In the standard model neutrinos are assumed to have streamed across the Universe since they last scattered at the weak decoupling epoch when the temperature of the standard-model plasma was ~MeV. The shear stress of free-streaming neutrinos imprints itself gravitationally on the Cosmic Microwave Background (CMB) and makes the CMB a sensitive probe of neutrino scattering. Yet, the presence of nonstandard physics in the neutrino sector may alter this standard chronology and delay neutrino free-streaming until a much later epoch. We use observations of the CMB to constrain the strength of neutrino self-interactions G_eff and put limits on new physics in the neutrino sector from the early Universe. Recent measurements of the CMB at large multipoles made by the Planck satellite and high-l experiments are critical for probing this physics. Within the context of conventional LambdaCDM parameters cosmological data are compatible with G_eff < 1/(56 MeV)^2 and neutrino free-streaming might be delayed until their temperature has cooled to as low as ~25 eV. Intriguingly, we also find an alternative cosmology compatible with cosmological data in which neutrinos scatter off each other until z~10^4 with a preferred interaction strength in a narrow region around $G_{\rm eff} \simeq 1/({\rm 10 \, MeV})^{2} \simeq 8.6\times10^8 G_{\rm F}$, where $G_{\rm F}$ is the Fermi constant. This distinct self-interacting neutrino cosmology is characterized by somewhat lower values of both the scalar spectral index and the amplitude of primordial fluctuations. While we phrase our discussion here in terms of a specific scenario in which a late onset of neutrino free-streaming could occur, our constraints on the neutrino visibility function are very general.

Figures (4)

• Figure 1: Visibility function for self-interacting neutrinos for different values of the effective coupling constant $G_{\rm eff}$ as a function of redshift. Here, we assume three neutrinos species. Note that we have divided out each case by their maximum visibility in order to show them on the same scale.

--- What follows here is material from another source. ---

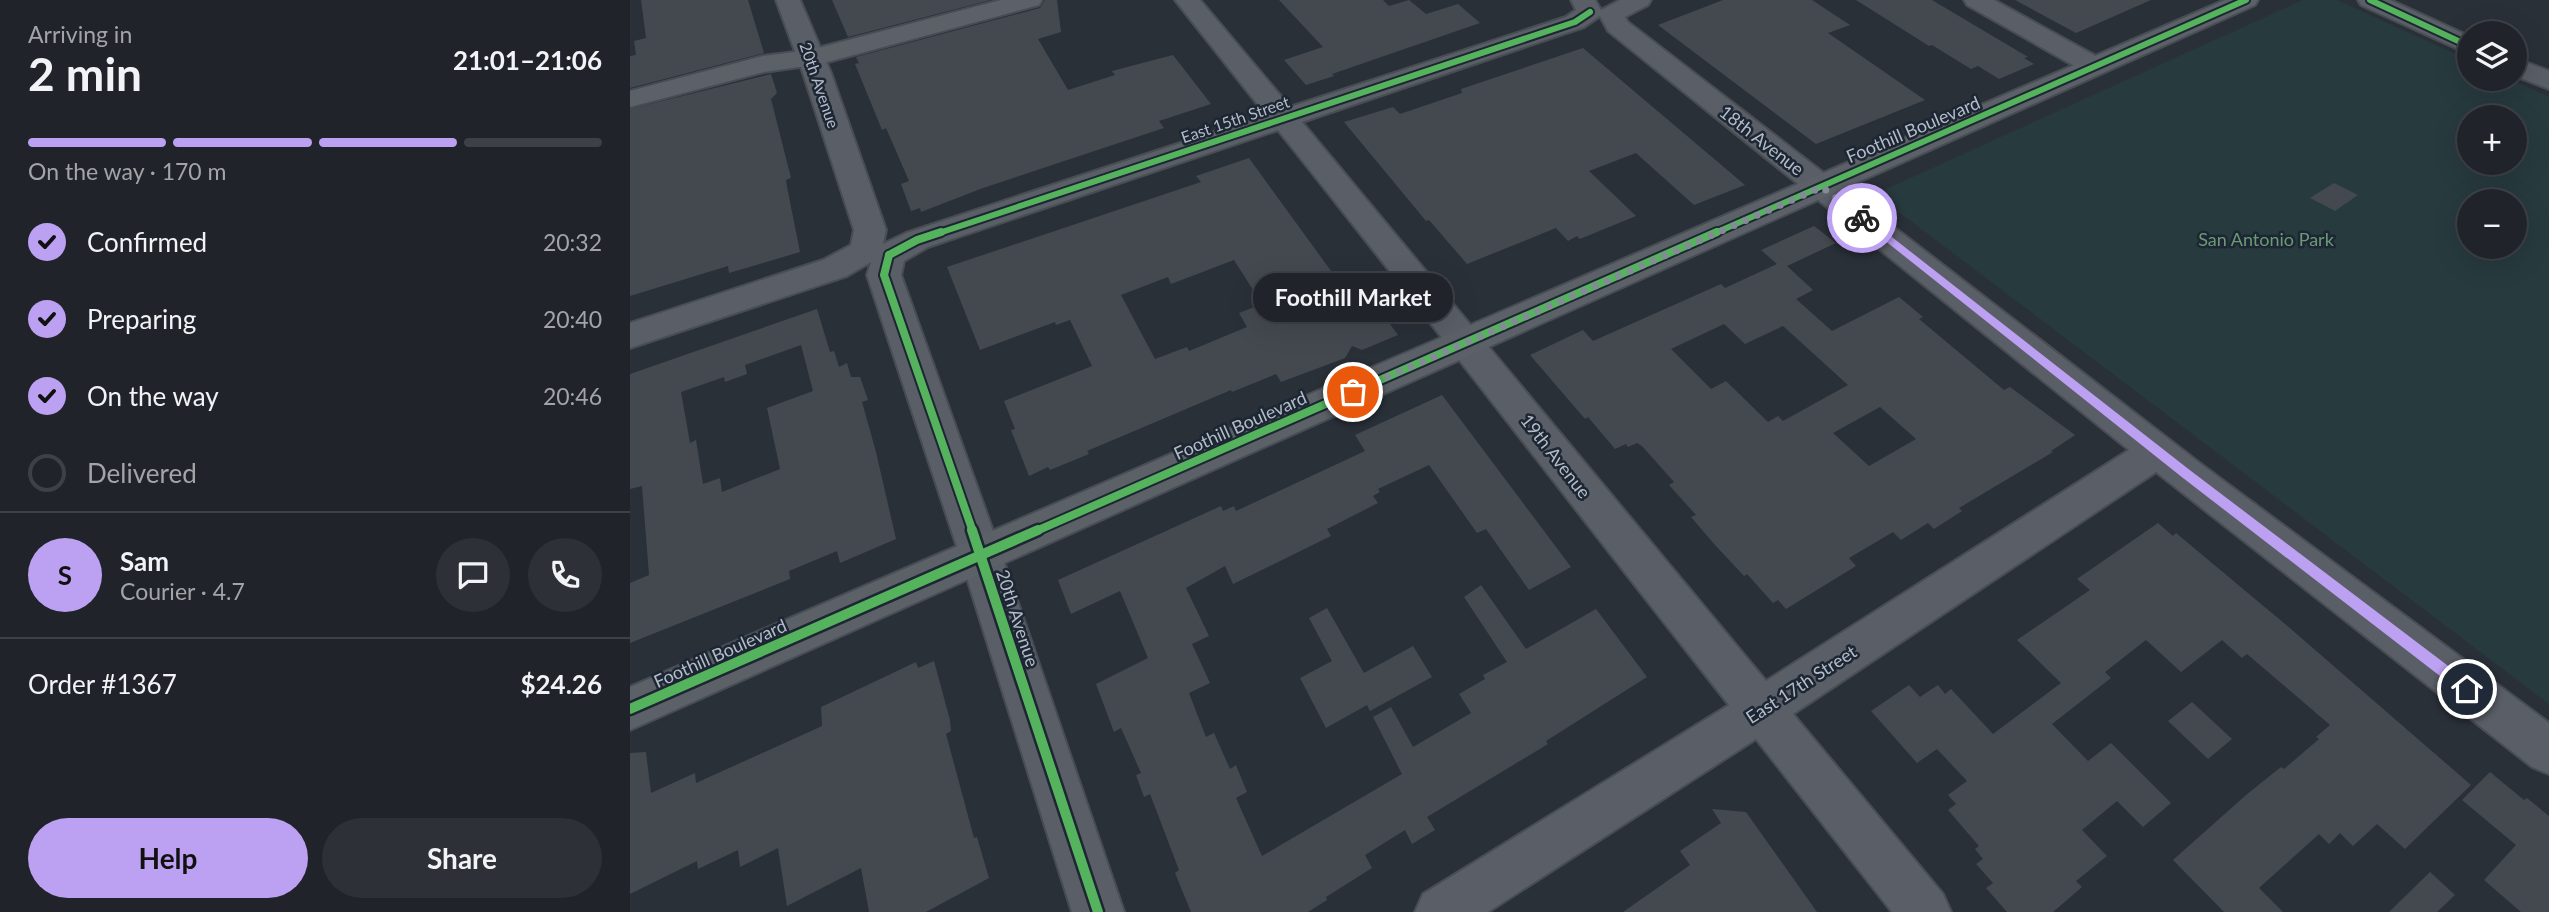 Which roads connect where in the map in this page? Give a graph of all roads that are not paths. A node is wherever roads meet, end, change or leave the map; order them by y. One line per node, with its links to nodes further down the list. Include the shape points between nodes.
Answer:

• Figure 2: Snapshot of neutrino and photon density fluctuations in configuration space at a fixed redshift. The black dot-dashed line shows the standard free-streaming neutrino fluctuation while the green dashed line displays the corresponding photon density fluctuation. The solid blue and red dotted lines show the density fluctuation of self-interacting neutrinos and the corresponding photon perturbation, respectively. These two lines lie on top of one another since both neutrinos and photons behave as tightly-coupled fluids at the epoch shown here. The difference between the green dashed and the red dotted lines readily illustrates the phase shift and amplitude suppression of the photon fluctuation associated with free-streaming neutrinos. Here we have adopted a Planck cosmology planckXVI.

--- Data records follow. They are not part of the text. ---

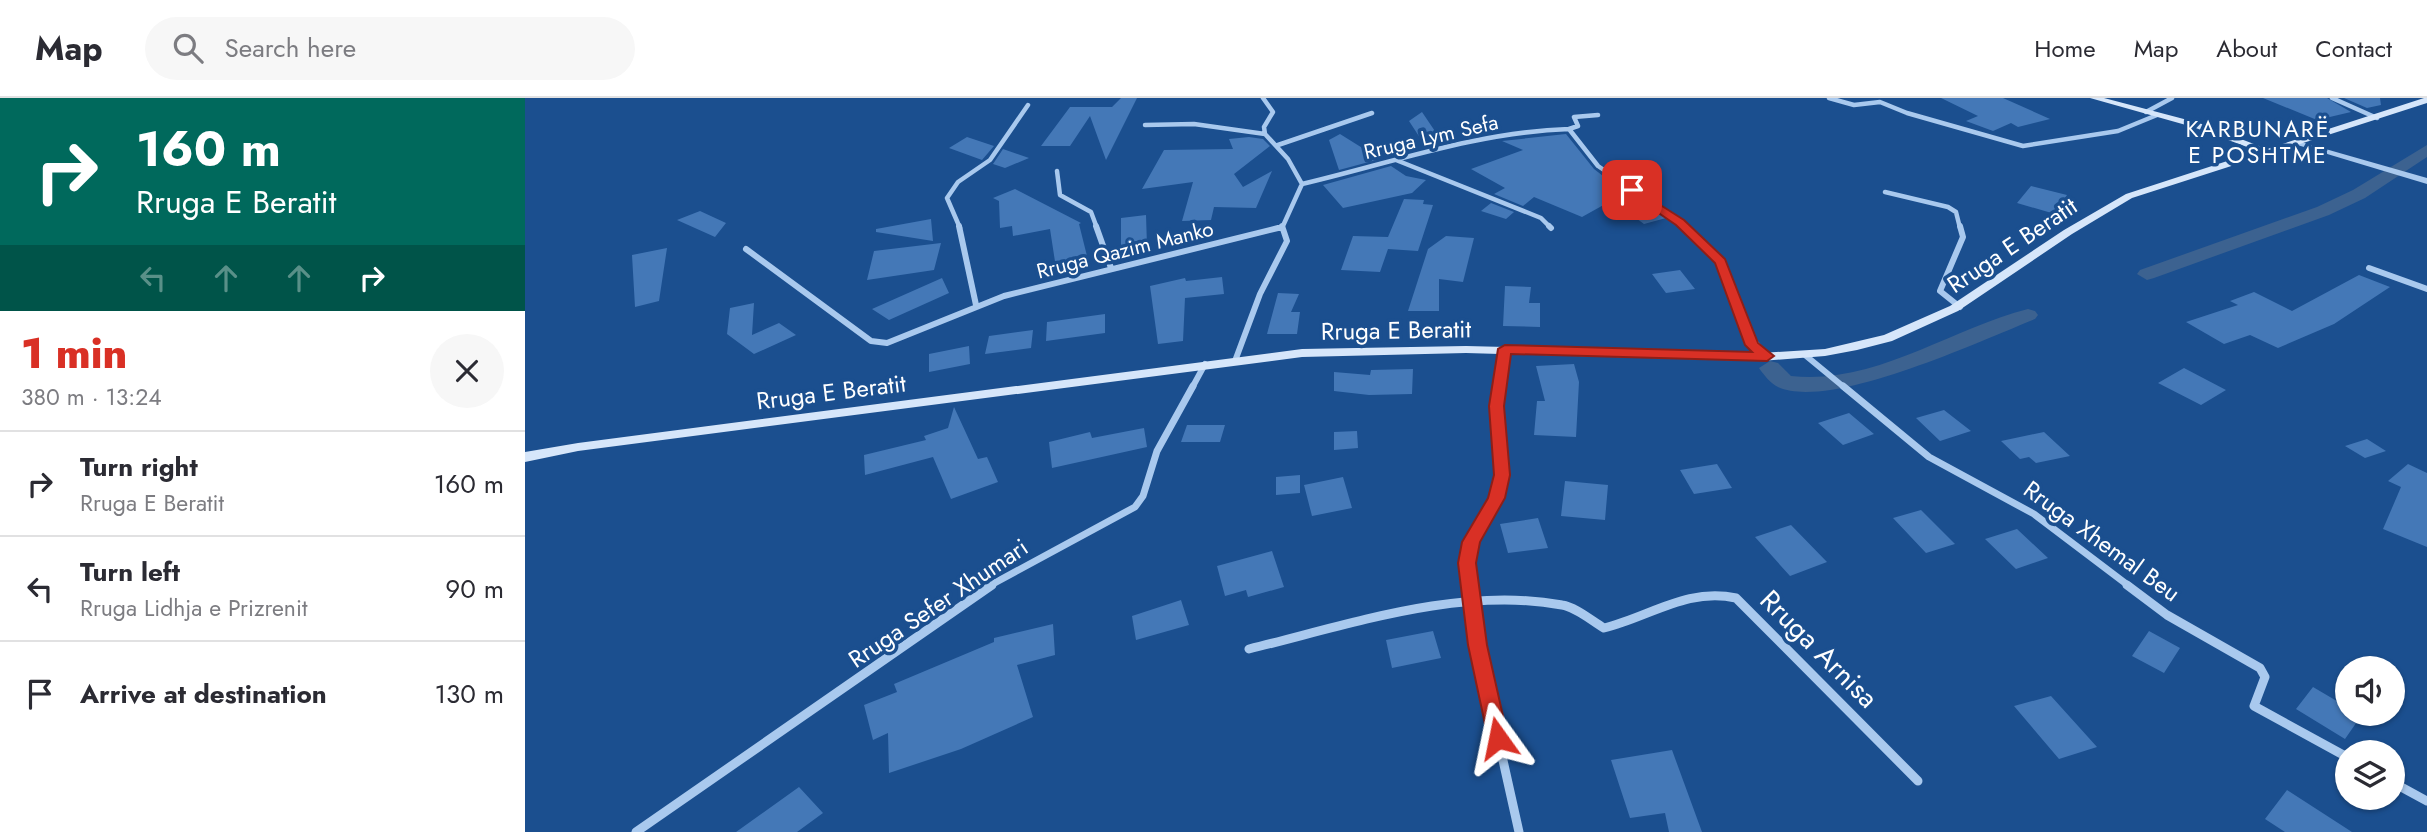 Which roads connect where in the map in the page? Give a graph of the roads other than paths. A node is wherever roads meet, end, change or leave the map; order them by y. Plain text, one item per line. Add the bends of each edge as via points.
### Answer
1 (1262, 98) edge
2 (1829, 98) edge
3 (2094, 98) edge
4 (2172, 98) edge
5 (2332, 98) edge
6 (2427, 100) edge
7 (1028, 105) dead end
8 (2146, 112) junction
9 (1372, 113) dead end
10 (1598, 115) dead end
11 (2157, 115) junction
12 (2377, 118) junction
13 (1145, 125) dead end
14 (1569, 130) junction
15 (1265, 134) junction
16 (2297, 142) junction
17 (1278, 145) junction
18 (2268, 152) junction
19 (1395, 160) junction
20 (2387, 169) joint
21 (1057, 172) dead end
22 (2406, 174) joint
23 (2427, 181) edge
24 (1302, 184) junction
25 (1885, 192) dead end
26 (1282, 227) junction
27 (1551, 228) dead end
28 (747, 249) dead end
29 (1111, 268) junction
30 (2369, 268) dead end
31 (2427, 289) edge
32 (976, 305) junction
33 (1960, 308) junction
34 (1505, 349) junction
35 (1805, 355) junction
36 (1767, 356) junction
37 (1235, 361) junction
38 (1205, 364) junction
39 (525, 457) edge
40 (1471, 600) junction
41 (1249, 649) dead end
42 (2335, 750) edge
43 (1918, 781) dead end
44 (2405, 789) edge
45 (2427, 802) edge
46 (636, 832) edge
47 (1519, 832) edge

1 - 15 street via 1273,112
2 - 11 street via 1854,105 1880,102 2023,146 2107,134
3 - 8 main road
4 - 8 street
5 - 12 street
6 - 12 main road, Rruga E Beratit
7 - 32 street via 990,160 958,182 947,198 958,219
8 - 11 main road
9 - 17 street
10 - 14 street via 1574,117 1578,126
11 - 18 main road
12 - 16 main road, Rruga E Beratit
13 - 15 street via 1194,124
14 - 19 street, Rruga Lym Sefa via 1501,136
14 - 36 street via 1579,135 1585,153 1599,166 1680,223 1721,261 1752,345
15 - 17 street
16 - 18 main road, Rruga E Beratit
16 - 20 street
17 - 24 street
18 - 33 main road, Rruga E Beratit via 2130,196 2087,217
19 - 24 street, Rruga Lym Sefa
19 - 27 street via 1541,218
20 - 22 street
21 - 29 street via 1060,197 1091,212
22 - 23 street
24 - 26 street
25 - 33 street via 1956,212 1963,237 1940,291
26 - 29 street, Rruga Qazim Manko
26 - 37 street via 1287,241 1260,294
28 - 32 street, Rruga Qazim Manko via 871,341 904,338
29 - 32 street, Rruga Qazim Manko
30 - 31 street
33 - 35 main road, Rruga E Beratit via 1859,348
34 - 36 main road, Rruga E Beratit
34 - 37 main road, Rruga E Beratit via 1384,348
34 - 40 street via 1496,406 1502,475 1496,498 1468,552
35 - 36 main road, Rruga E Beratit
35 - 42 street, Rruga Xhemal Beu via 1929,457 2034,514 2183,625 2260,668 2265,677 2254,706
37 - 38 main road, Rruga E Beratit
38 - 39 main road, Rruga E Beratit
38 - 46 street, Rruga Sefer Xhumari via 1157,451 1135,508 998,580
40 - 41 street, Rruga Arnisa via 1408,610
40 - 43 street, Rruga Arnisa via 1564,605 1604,628 1702,593 1736,598
40 - 47 street
44 - 45 street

• Figure 3: CMB temperature power spectra for different values of $G_{\rm eff}$. The upper panel shows the temperature spectra themselves together with recent measurements, while the lower panel displays the relative difference between the interacting neutrino models and the best-fit Planck $\Lambda$CDM cosmology planckXVI with three neutrinos. The dashed red lines illustrate the interacting neutrino cosmology given in Table \ref{['table1']}.
• Figure 4: Top panel: Marginalized posterior distribution of $\log_{10}({\rm G_{\rm eff}MeV}^2)$ for different combinations of datasets and priors. Bottom panel: 2D marginalized constraints in the $n_{\rm s}$ and $\log_{10}({\rm G_{\rm eff}MeV}^2)$ plane.